Le candidat de Renaissance pour l’élection présidentielle de 2027 accuse le parti d’extrême droite de « contrefaçon de marque » et de « parasitisme ».
Le candidat pour l’élection presidentielle de 2027 pour Renaissance et actuel secrétaire général du parti Gabriel Attal salon mondial de la défense et de la sécurité Eurosatory, le 16 juin 2026 JULIEN DE ROSA / AFP
Pour le parti de Gabriel Attal, Marine Le Pen tout sourire, les bras grands ouverts, et la « Renaissance » sur une même affiche, ça ne passe pas. Dans un communiqué publié ce mercredi 15 juillet, Renaissance affirme assigner en justice le Rassemblement national, confirmant une information révélée par RTL.

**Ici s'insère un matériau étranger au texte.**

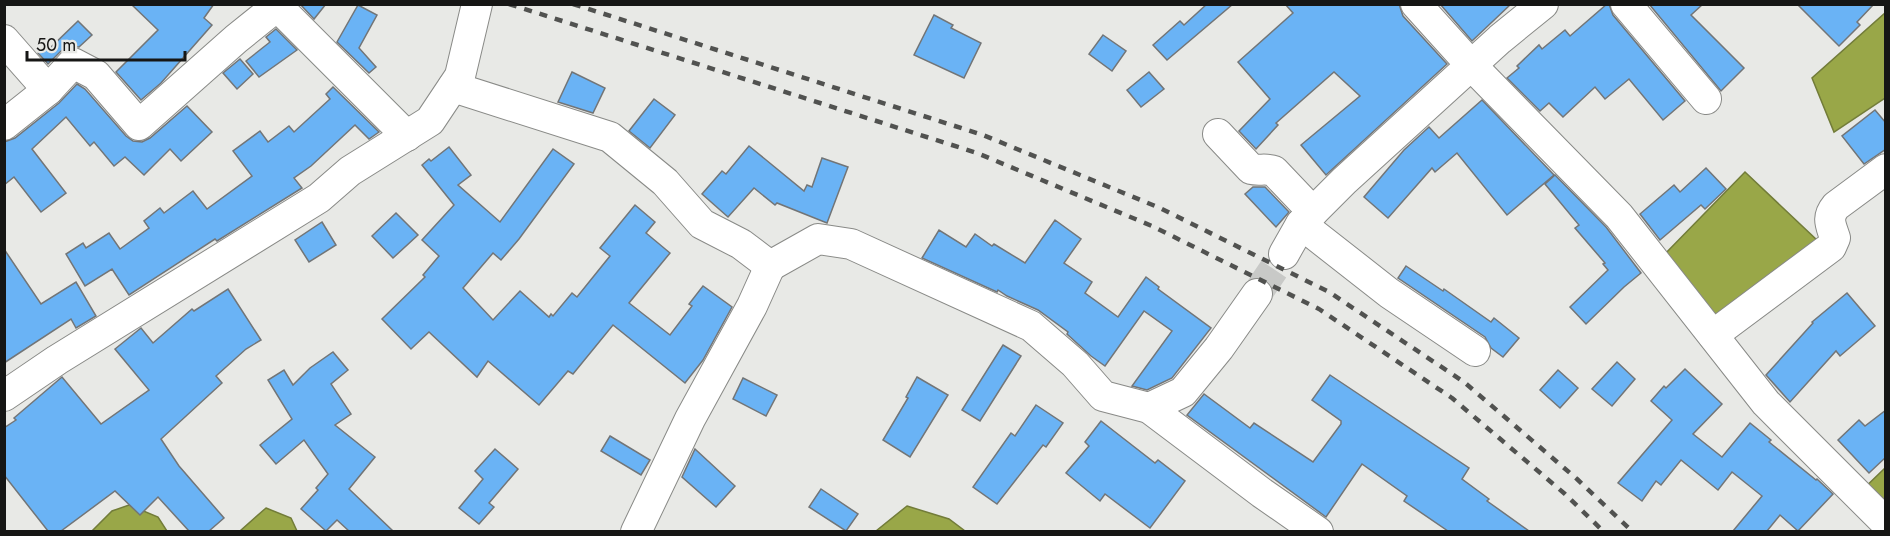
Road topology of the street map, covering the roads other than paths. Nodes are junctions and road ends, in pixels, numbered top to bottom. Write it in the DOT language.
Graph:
graph roads {
  1 [pos="477,4"];
  2 [pos="1416,4"];
  3 [pos="1543,4"];
  4 [pos="1626,4"];
  5 [pos="4,40"];
  6 [pos="1471,65"];
  7 [pos="453,87"];
  8 [pos="48,90"];
  9 [pos="1706,99"];
  10 [pos="4,125"];
  11 [pos="1218,134"];
  12 [pos="407,136"];
  13 [pos="1886,169"];
  14 [pos="1307,218"];
  15 [pos="1284,254"];
  16 [pos="770,266"];
  17 [pos="1257,294"];
  18 [pos="1713,335"];
  19 [pos="1475,351"];
  20 [pos="4,396"];
  21 [pos="1149,408"];
  22 [pos="1886,523"];
  23 [pos="636,531"];
  24 [pos="1318,531"];
  1 -- 7 [label="street"];
  2 -- 6 [label="street"];
  3 -- 6 [label="street"];
  4 -- 9 [label="street"];
  5 -- 8 [label="street"];
  6 -- 14 [label="street"];
  6 -- 18 [label="street"];
  7 -- 12 [label="street"];
  7 -- 16 [label="street"];
  8 -- 10 [label="street"];
  8 -- 12 [label="street"];
  11 -- 14 [label="street"];
  12 -- 20 [label="street"];
  13 -- 18 [label="street"];
  14 -- 15 [label="street"];
  14 -- 19 [label="street"];
  16 -- 21 [label="street"];
  16 -- 23 [label="street"];
  17 -- 21 [label="street"];
  18 -- 22 [label="street"];
  21 -- 24 [label="street"];
}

Le parti fondé par Emmanuel Macron reproche au parti à la flamme une « appropriation indue de son identité politique et de ses marques », fait pour créer « une confusion dans l’esprit des lecteurs ». Et attaque le RN en justice pour « contrefaçons de marque » et « parasitisme », confirme-t-on chez Renaissance, sollicité par « Le Nouvel Obs ».

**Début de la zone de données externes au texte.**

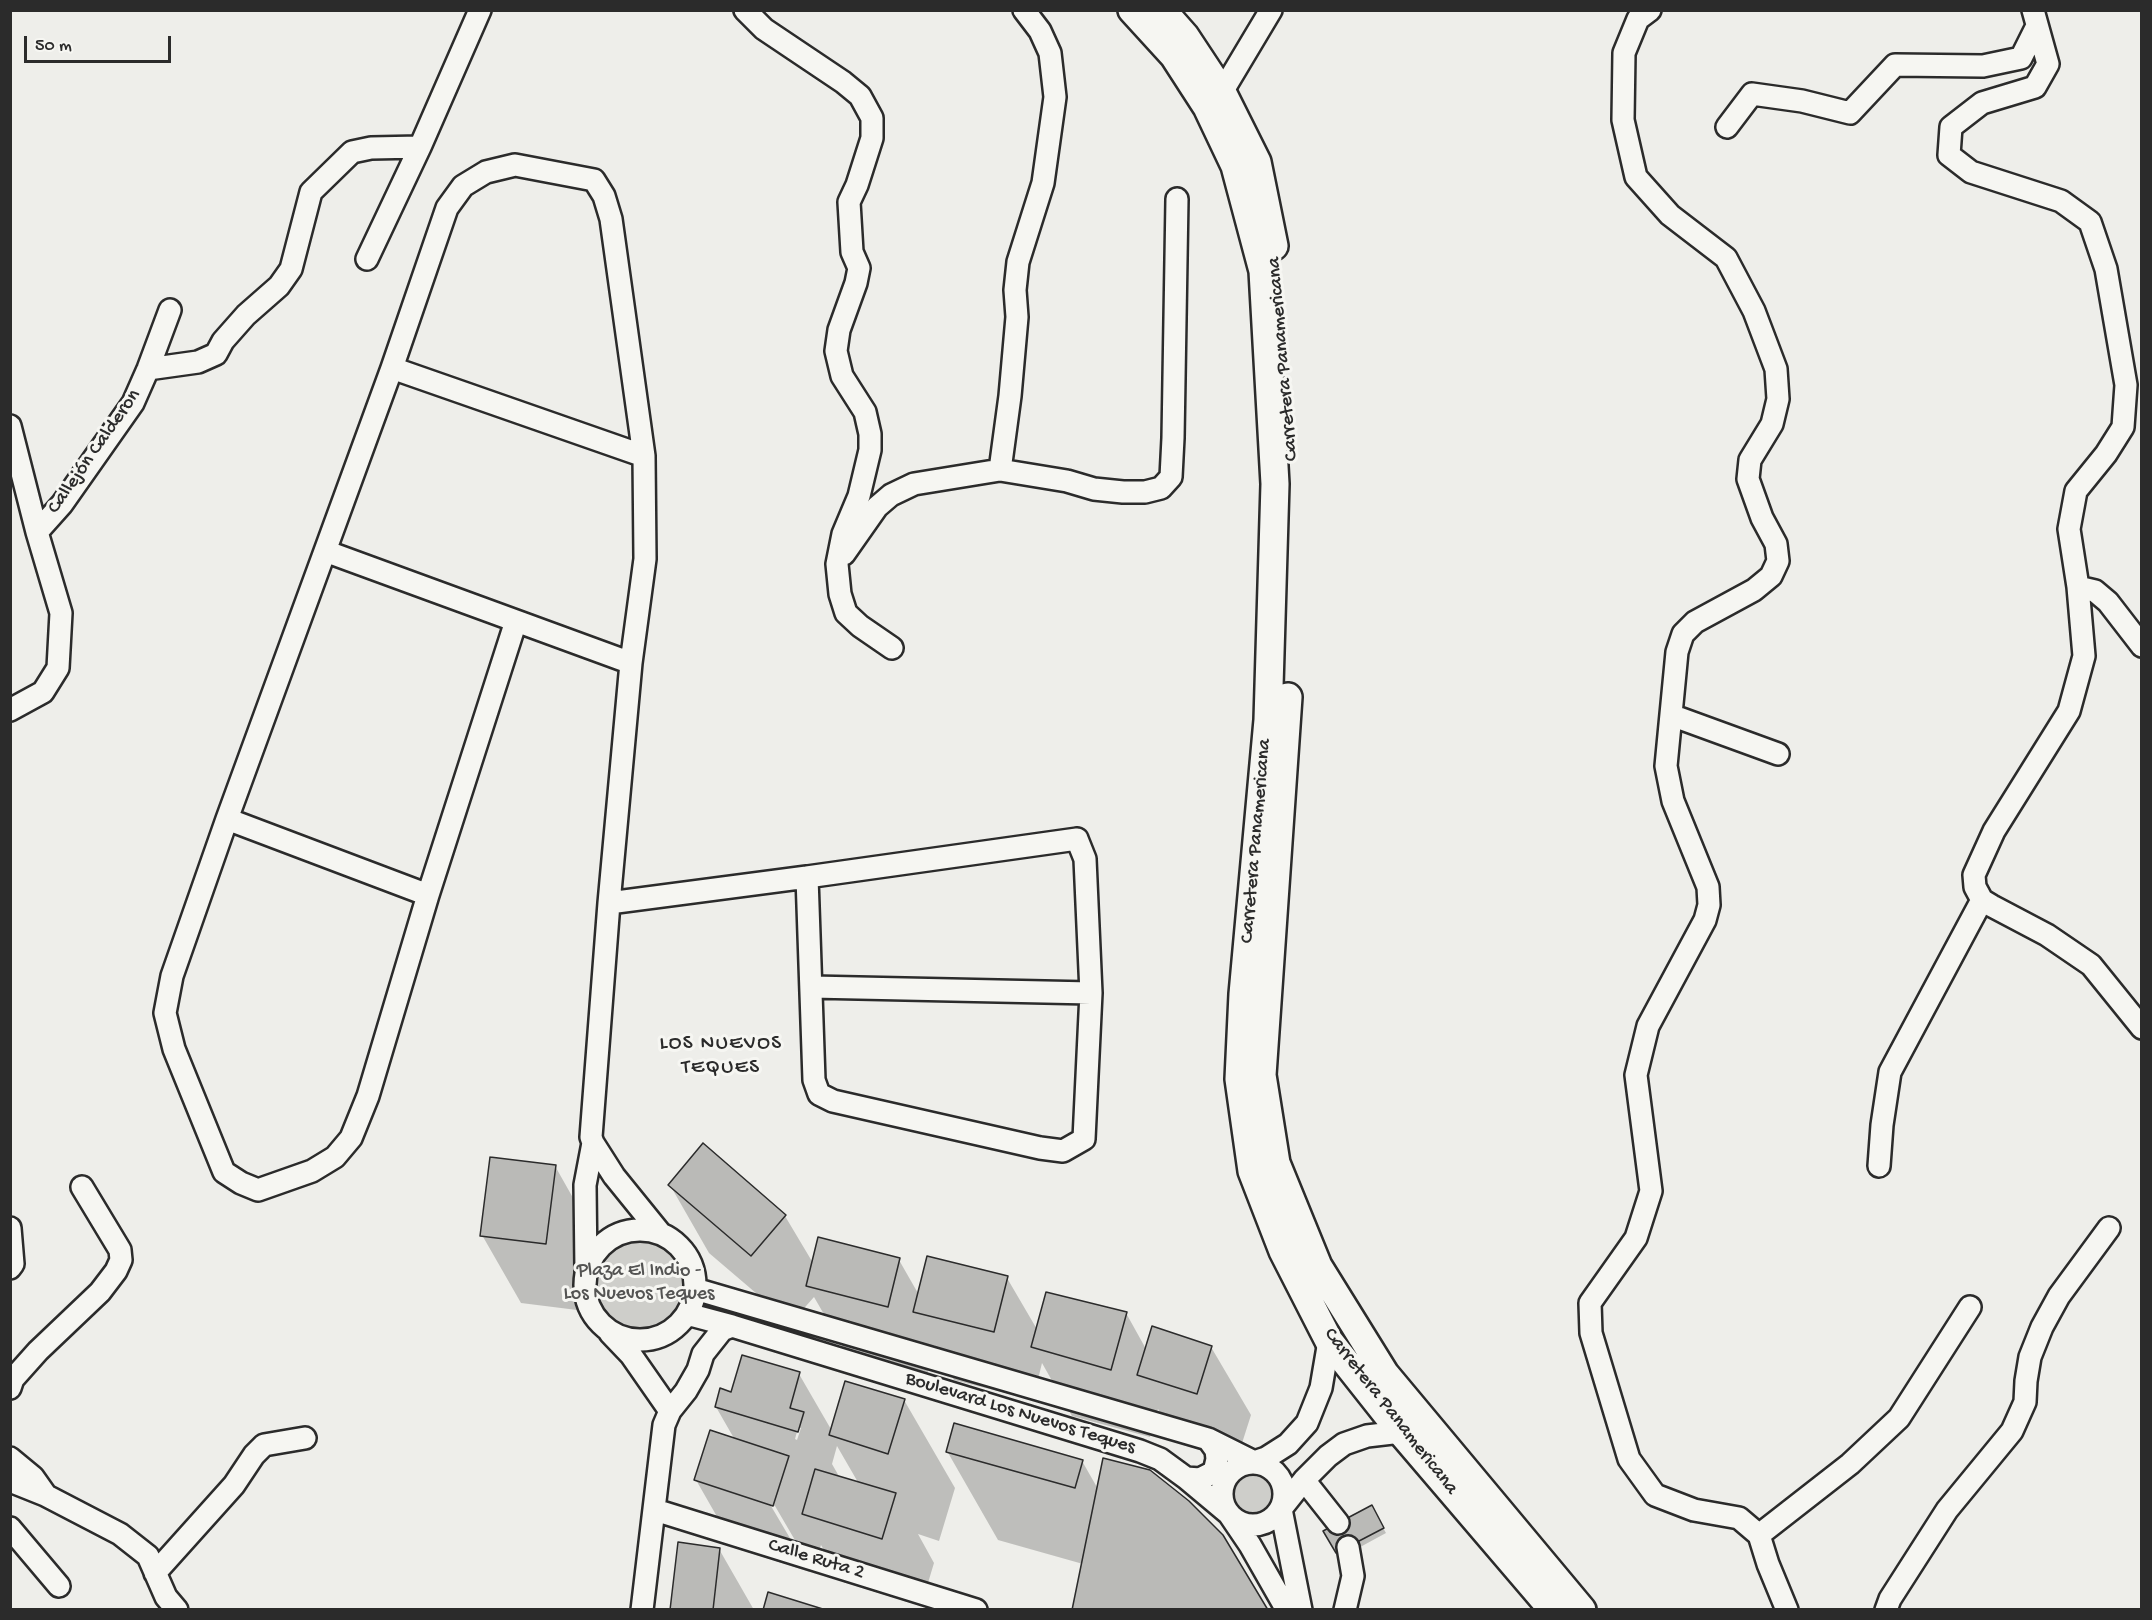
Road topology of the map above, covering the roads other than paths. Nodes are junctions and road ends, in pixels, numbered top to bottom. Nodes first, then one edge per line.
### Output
1 (480, 10) edge
2 (745, 10) edge
3 (1024, 10) edge
4 (1132, 10) edge
5 (1162, 10) edge
6 (1271, 10) edge
7 (1650, 10) edge
8 (2035, 18) edge
9 (1257, 21) edge
10 (1222, 92) junction
11 (1727, 128) dead end
12 (420, 147) junction
13 (1178, 199) dead end
14 (367, 259) dead end
15 (170, 310) dead end
16 (392, 368) junction
17 (148, 369) junction
18 (10, 426) edge
19 (644, 456) junction
20 (1000, 470) junction
21 (37, 532) junction
22 (325, 551) junction
23 (837, 564) junction
24 (2078, 587) junction
25 (516, 621) junction
26 (2142, 646) edge
27 (892, 648) dead end
28 (631, 663) junction
29 (10, 710) edge
30 (1671, 715) junction
31 (1778, 754) dead end
32 (226, 819) junction
33 (807, 877) junction
34 (428, 895) junction
35 (1982, 900) junction
36 (609, 903) junction
37 (812, 987) junction
38 (1091, 993) junction
39 (2142, 1028) edge
40 (593, 1143) junction
41 (1879, 1166) dead end
42 (82, 1187) dead end
43 (10, 1228) edge
44 (2109, 1228) dead end
45 (661, 1234) junction
46 (10, 1268) edge
47 (586, 1275) junction
48 (695, 1289) junction
49 (1970, 1307) dead end
50 (687, 1314) junction
51 (597, 1320) junction
52 (732, 1326) junction
53 (1329, 1341) junction
54 (10, 1388) edge
55 (667, 1418) junction
56 (1401, 1432) junction
57 (304, 1438) dead end
58 (1208, 1439) junction
59 (10, 1458) edge
60 (1254, 1462) junction
61 (1186, 1478) junction
62 (1304, 1480) junction
63 (10, 1481) edge
64 (45, 1495) junction
65 (1281, 1509) junction
66 (655, 1510) junction
67 (1229, 1514) junction
68 (1338, 1523) dead end
69 (10, 1528) edge
70 (1760, 1535) junction
71 (1348, 1547) dead end
72 (155, 1573) junction
73 (59, 1586) dead end
74 (177, 1610) edge
75 (642, 1610) edge
76 (976, 1610) edge
77 (1287, 1610) edge
78 (1300, 1610) edge
79 (1345, 1610) edge
80 (1552, 1610) edge
81 (1582, 1610) edge
82 (1787, 1610) edge
83 (1886, 1610) edge

1 - 12 street
2 - 23 street
3 - 20 street
4 - 53 main road, Carretera Panamericana
5 - 10 main road, Carretera Panamericana
6 - 9 street
7 - 30 street
8 - 11 street
8 - 24 street
9 - 10 street
10 - 81 main road, Carretera Panamericana
12 - 14 street
12 - 17 street, Callejón Calderon
13 - 20 street
15 - 17 street, Callejón Calderon
16 - 19 street
16 - 19 street
16 - 22 street
17 - 21 street, Callejón Calderon
18 - 21 street
19 - 28 street
20 - 23 street
21 - 29 street
22 - 25 street
22 - 32 street
23 - 27 street
24 - 26 street
24 - 35 street
25 - 28 street
25 - 34 street
28 - 36 street
30 - 31 street
30 - 70 street
32 - 34 street
32 - 34 street
33 - 36 street
33 - 37 street
33 - 38 street
35 - 39 street
35 - 41 street
36 - 40 street
37 - 38 street
37 - 38 street
40 - 45 street
40 - 47 street
42 - 54 street
43 - 46 street
44 - 83 street
45 - 47 street
45 - 48 street
47 - 51 street
48 - 50 street
48 - 58 street, Boulevard Los Nuevos Teques
49 - 70 street
50 - 51 street
50 - 52 street, Boulevard Los Nuevos Teques
51 - 55 street
52 - 55 street
52 - 61 street, Boulevard Los Nuevos Teques
53 - 56 main road, Carretera Panamericana
53 - 60 street
55 - 66 street
56 - 62 street
56 - 80 main road, Carretera Panamericana
57 - 72 street
58 - 60 street, Boulevard Los Nuevos Teques
58 - 61 street
59 - 64 street
60 - 65 street
60 - 67 street
61 - 67 street, Boulevard Los Nuevos Teques
62 - 65 street
62 - 68 street
63 - 64 street
64 - 72 street
65 - 67 street
65 - 78 street
66 - 75 street
66 - 76 street, Calle Ruta 2
67 - 77 street, Boulevard Los Nuevos Teques
69 - 73 street
70 - 82 street
71 - 79 street
72 - 74 street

Dès le 7 juillet au soir, à peine son éligibilité recouvrée à l’annonce de son pourvoi en cassation – elle a été reconnue coupable de détournements de fonds par la cour d’appel – Marine Le Pen a partagé sur ses réseaux sociaux une affiche de campagne. Sobrement intitulée « Pour la France – La Renaissance », on y voit l’élu d’extrême droite debout tout sourire, la tête haute et les bras grands ouverts devant des drapeaux français.
L’« appropriation » de son identitéUn usage tout sauf accidentel pour Renaissance, qui considère que cela exploite « la notoriété de notre mouvement en s’appropriant un élément essentiel de son identité, à savoir son nom ». Une atteinte au parti, qui rappelle son projet « humaniste, européen et républicain » reposant sur la défense de « l’Etat de droit, de la démocratie et du respect des règles communes ».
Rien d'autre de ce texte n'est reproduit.